§ THE TASK
Only one span of the listing below is wanted: the lines from the one with "index pip: (407, 58)" through the one with "middle pip: (395, 65)", reproduced exactly, both ends kept.

§ INFORMATION PROVIDED
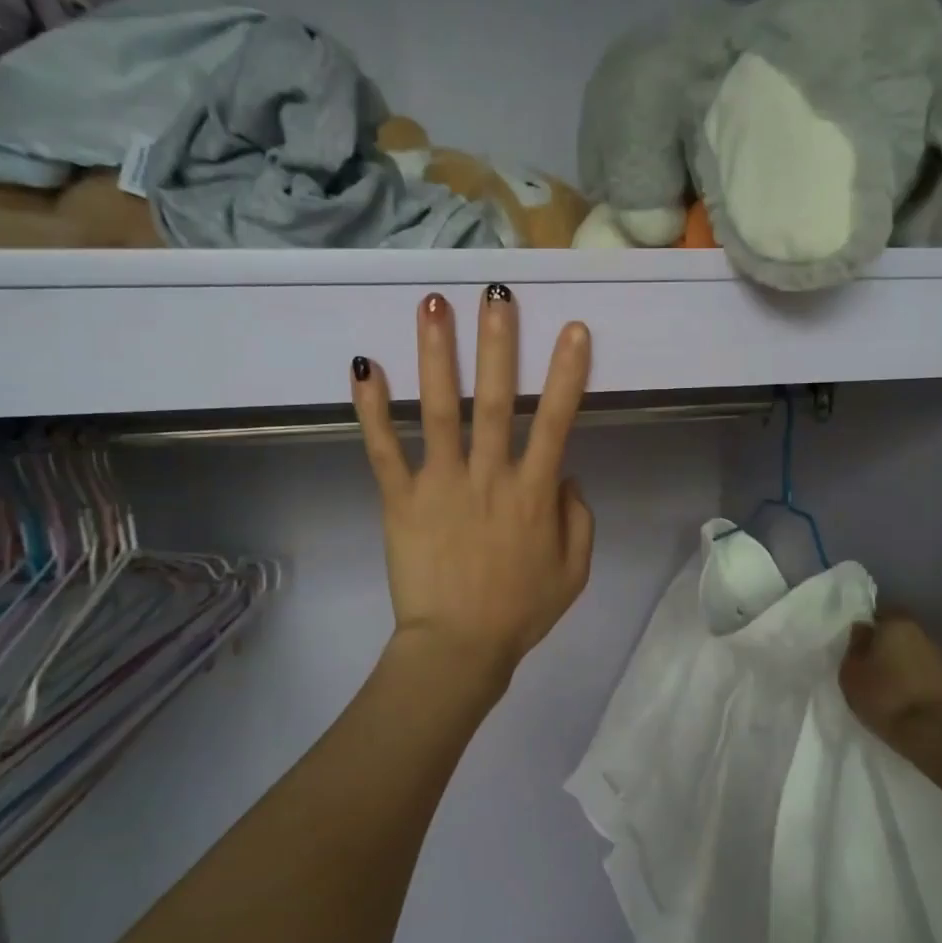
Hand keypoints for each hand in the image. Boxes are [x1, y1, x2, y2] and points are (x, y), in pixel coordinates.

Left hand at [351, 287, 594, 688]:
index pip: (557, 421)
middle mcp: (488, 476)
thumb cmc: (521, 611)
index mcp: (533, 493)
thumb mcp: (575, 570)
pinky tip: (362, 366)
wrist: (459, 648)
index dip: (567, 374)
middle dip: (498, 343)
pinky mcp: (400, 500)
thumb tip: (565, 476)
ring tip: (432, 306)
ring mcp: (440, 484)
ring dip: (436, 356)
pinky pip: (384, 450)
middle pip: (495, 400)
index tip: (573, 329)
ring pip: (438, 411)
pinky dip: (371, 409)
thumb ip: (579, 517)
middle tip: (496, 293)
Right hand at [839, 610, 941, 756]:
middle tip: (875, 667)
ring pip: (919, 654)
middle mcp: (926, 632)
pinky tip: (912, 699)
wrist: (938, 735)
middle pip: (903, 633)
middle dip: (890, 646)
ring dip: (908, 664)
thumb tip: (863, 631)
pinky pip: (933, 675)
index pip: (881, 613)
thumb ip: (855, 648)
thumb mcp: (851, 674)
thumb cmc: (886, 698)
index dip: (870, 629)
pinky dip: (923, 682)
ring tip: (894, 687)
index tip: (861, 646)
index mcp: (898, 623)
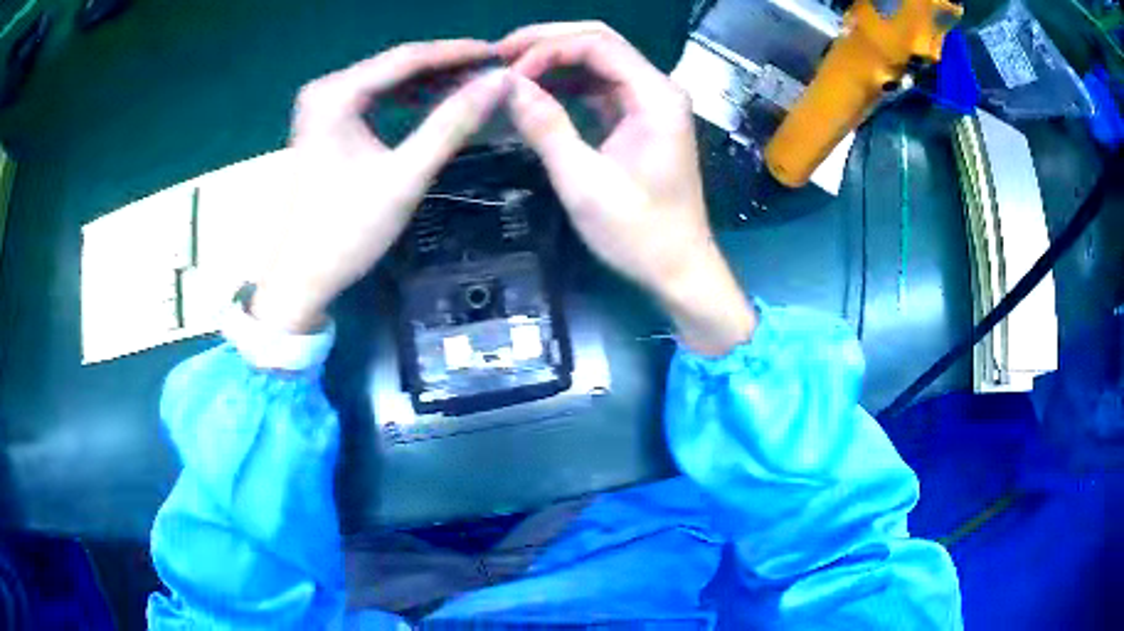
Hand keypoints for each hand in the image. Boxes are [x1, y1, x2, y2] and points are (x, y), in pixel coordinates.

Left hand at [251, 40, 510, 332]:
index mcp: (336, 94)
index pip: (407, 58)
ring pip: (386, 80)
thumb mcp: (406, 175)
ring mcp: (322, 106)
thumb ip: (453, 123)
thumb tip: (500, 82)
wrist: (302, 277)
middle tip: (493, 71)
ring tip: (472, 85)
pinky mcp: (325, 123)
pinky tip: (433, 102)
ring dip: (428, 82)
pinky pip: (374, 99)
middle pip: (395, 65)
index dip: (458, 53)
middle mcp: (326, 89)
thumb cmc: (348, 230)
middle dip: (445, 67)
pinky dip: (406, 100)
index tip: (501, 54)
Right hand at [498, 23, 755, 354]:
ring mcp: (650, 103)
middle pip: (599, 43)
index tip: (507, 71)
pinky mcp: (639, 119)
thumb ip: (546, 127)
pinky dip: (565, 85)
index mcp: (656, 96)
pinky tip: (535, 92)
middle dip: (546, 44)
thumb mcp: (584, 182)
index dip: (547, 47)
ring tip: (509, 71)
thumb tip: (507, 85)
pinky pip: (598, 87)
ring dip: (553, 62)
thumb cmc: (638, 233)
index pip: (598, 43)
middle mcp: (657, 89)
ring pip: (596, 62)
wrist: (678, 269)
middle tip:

§ SOLUTION
index pip: (407, 58)
ring pip: (386, 80)
thumb mcp: (406, 175)
ring mcp: (322, 106)
thumb ip: (453, 123)
thumb tip: (500, 82)
wrist: (302, 277)
middle tip: (493, 71)
ring tip: (472, 85)
pinky mcp: (325, 123)
pinky tip: (433, 102)
ring dip: (428, 82)
pinky pip: (374, 99)
middle pip: (395, 65)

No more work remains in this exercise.